[MATERIALS PROVIDED Boundary: Start]

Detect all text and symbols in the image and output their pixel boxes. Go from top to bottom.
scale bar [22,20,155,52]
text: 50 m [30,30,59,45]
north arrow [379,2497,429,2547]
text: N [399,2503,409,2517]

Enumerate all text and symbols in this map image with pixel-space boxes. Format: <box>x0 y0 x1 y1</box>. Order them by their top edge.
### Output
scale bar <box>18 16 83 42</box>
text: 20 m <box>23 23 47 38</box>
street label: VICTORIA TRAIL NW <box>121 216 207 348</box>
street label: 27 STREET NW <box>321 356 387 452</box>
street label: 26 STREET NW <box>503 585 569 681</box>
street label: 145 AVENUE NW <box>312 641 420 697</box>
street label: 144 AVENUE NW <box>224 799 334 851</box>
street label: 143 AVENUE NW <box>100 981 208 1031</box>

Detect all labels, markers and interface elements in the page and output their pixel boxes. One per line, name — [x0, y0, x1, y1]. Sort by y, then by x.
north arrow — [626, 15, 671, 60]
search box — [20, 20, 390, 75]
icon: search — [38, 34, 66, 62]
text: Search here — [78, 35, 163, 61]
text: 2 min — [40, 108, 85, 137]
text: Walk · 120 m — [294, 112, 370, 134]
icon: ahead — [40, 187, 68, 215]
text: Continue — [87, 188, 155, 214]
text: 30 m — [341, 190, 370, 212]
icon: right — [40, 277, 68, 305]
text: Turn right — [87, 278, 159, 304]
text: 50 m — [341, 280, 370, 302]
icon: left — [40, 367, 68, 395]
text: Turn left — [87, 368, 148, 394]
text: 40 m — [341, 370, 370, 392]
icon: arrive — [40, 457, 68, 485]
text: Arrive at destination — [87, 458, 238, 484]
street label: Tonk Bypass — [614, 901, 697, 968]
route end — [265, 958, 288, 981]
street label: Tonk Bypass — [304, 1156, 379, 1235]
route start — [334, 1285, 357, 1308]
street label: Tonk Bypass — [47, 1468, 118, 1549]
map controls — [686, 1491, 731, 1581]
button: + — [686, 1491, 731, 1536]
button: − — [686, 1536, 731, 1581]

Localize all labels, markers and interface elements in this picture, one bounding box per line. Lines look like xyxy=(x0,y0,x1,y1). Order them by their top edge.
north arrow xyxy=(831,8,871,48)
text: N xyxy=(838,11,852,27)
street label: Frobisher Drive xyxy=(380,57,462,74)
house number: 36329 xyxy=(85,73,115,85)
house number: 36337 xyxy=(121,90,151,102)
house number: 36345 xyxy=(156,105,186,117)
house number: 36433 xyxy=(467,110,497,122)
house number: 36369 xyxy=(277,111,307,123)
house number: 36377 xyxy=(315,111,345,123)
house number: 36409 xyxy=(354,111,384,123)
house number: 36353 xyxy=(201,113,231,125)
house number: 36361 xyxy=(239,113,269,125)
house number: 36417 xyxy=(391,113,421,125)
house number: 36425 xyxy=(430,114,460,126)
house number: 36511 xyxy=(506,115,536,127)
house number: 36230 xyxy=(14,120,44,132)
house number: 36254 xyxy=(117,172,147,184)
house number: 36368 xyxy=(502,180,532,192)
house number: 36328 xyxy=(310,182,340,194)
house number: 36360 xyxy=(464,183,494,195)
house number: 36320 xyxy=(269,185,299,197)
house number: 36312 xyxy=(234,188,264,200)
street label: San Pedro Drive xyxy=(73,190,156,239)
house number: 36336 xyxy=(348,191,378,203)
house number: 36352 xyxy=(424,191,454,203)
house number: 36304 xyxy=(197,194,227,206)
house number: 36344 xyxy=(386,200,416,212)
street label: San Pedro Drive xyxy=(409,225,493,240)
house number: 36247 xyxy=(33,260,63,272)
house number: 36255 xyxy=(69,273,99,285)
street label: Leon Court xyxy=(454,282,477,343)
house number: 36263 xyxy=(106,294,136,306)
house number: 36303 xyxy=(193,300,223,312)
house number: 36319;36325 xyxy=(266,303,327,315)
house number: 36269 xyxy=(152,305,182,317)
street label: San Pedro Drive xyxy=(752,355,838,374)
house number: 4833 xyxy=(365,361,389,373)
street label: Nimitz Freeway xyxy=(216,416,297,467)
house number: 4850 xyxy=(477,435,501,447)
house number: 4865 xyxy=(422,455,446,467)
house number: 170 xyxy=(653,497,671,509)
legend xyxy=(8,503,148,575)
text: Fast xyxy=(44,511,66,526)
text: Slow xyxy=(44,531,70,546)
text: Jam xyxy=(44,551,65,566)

[MATERIALS PROVIDED Boundary: End]

GOAL OF THE EXERCISE
Set down every entry exactly as it appears.

REPLY
Detect all text and symbols in the image and output their pixel boxes. Go from top to bottom.
scale bar [22,20,155,52]
text: 50 m [30,30,59,45]
north arrow [379,2497,429,2547]
text: N [399,2503,409,2517]

Enumerate all text and symbols in this map image with pixel-space boxes. Format: <box>x0 y0 x1 y1</box>. Order them by their top edge.
### Output
scale bar <box>18 16 83 42</box>
text: 20 m <box>23 23 47 38</box>
street label: VICTORIA TRAIL NW <box>121 216 207 348</box>
street label: 27 STREET NW <box>321 356 387 452</box>
street label: 26 STREET NW <box>503 585 569 681</box>
street label: 145 AVENUE NW <box>312 641 420 697</box>
street label: 144 AVENUE NW <box>224 799 334 851</box>
street label: 143 AVENUE NW <box>100 981 208 1031</box>

Detect all labels, markers and interface elements in the page and output their pixel boxes. One per line, name — [x0, y0, x1, y1]. Sort by y, then by x.
north arrow — [626, 15, 671, 60]
search box — [20, 20, 390, 75]
icon: search — [38, 34, 66, 62]
text: Search here — [78, 35, 163, 61]
text: 2 min — [40, 108, 85, 137]
text: Walk · 120 m — [294, 112, 370, 134]
icon: ahead — [40, 187, 68, 215]
text: Continue — [87, 188, 155, 214]
text: 30 m — [341, 190, 370, 212]
icon: right — [40, 277, 68, 305]
text: Turn right — [87, 278, 159, 304]
text: 50 m — [341, 280, 370, 302]
icon: left — [40, 367, 68, 395]
text: Turn left — [87, 368, 148, 394]
text: 40 m — [341, 370, 370, 392]
icon: arrive — [40, 457, 68, 485]
text: Arrive at destination — [87, 458, 238, 484]
street label: Tonk Bypass — [614, 901, 697, 968]
route end — [265, 958, 288, 981]
street label: Tonk Bypass — [304, 1156, 379, 1235]
route start — [334, 1285, 357, 1308]
street label: Tonk Bypass — [47, 1468, 118, 1549]
map controls — [686, 1491, 731, 1581]
button: + — [686, 1491, 731, 1536]
button: − — [686, 1536, 731, 1581]

Localize all labels, markers and interface elements in this picture, one bounding box per line. Lines look like xyxy=(x0,y0,x1,y1). Order them by their top edge.
north arrow xyxy=(831,8,871,48)
text: N xyxy=(838,11,852,27)
street label: Frobisher Drive xyxy=(380,57,462,74)
house number: 36329 xyxy=(85,73,115,85)
house number: 36337 xyxy=(121,90,151,102)
house number: 36345 xyxy=(156,105,186,117)
house number: 36433 xyxy=(467,110,497,122)
house number: 36369 xyxy=(277,111,307,123)
house number: 36377 xyxy=(315,111,345,123)
house number: 36409 xyxy=(354,111,384,123)
house number: 36353 xyxy=(201,113,231,125)
house number: 36361 xyxy=(239,113,269,125)
house number: 36417 xyxy=(391,113,421,125)
house number: 36425 xyxy=(430,114,460,126)
house number: 36511 xyxy=(506,115,536,127)
house number: 36230 xyxy=(14,120,44,132)
house number: 36254 xyxy=(117,172,147,184)
house number: 36368 xyxy=(502,180,532,192)
house number: 36328 xyxy=(310,182,340,194)
house number: 36360 xyxy=(464,183,494,195)
house number: 36320 xyxy=(269,185,299,197)
house number: 36312 xyxy=(234,188,264,200)
street label: San Pedro Drive xyxy=(73,190,156,239)
house number: 36336 xyxy=(348,191,378,203)
house number: 36352 xyxy=(424,191,454,203)
house number: 36304 xyxy=(197,194,227,206)
house number: 36344 xyxy=(386,200,416,212)
street label: San Pedro Drive xyxy=(409,225,493,240)
house number: 36247 xyxy=(33,260,63,272)
house number: 36255 xyxy=(69,273,99,285)
street label: Leon Court xyxy=(454,282,477,343)
house number: 36263 xyxy=(106,294,136,306)
house number: 36303 xyxy=(193,300,223,312)
house number: 36319;36325 xyxy=(266,303,327,315)
house number: 36269 xyxy=(152,305,182,317)
street label: San Pedro Drive xyxy=(752,355,838,374)
house number: 4833 xyxy=(365,361,389,373)
street label: Nimitz Freeway xyxy=(216,416,297,467)
house number: 4850 xyxy=(477,435,501,447)
house number: 4865 xyxy=(422,455,446,467)
house number: 170 xyxy=(653,497,671,509)
legend xyxy=(8,503,148,575)
text: Fast xyxy=(44,511,66,526)
text: Slow xyxy=(44,531,70,546)
text: Jam xyxy=(44,551,65,566)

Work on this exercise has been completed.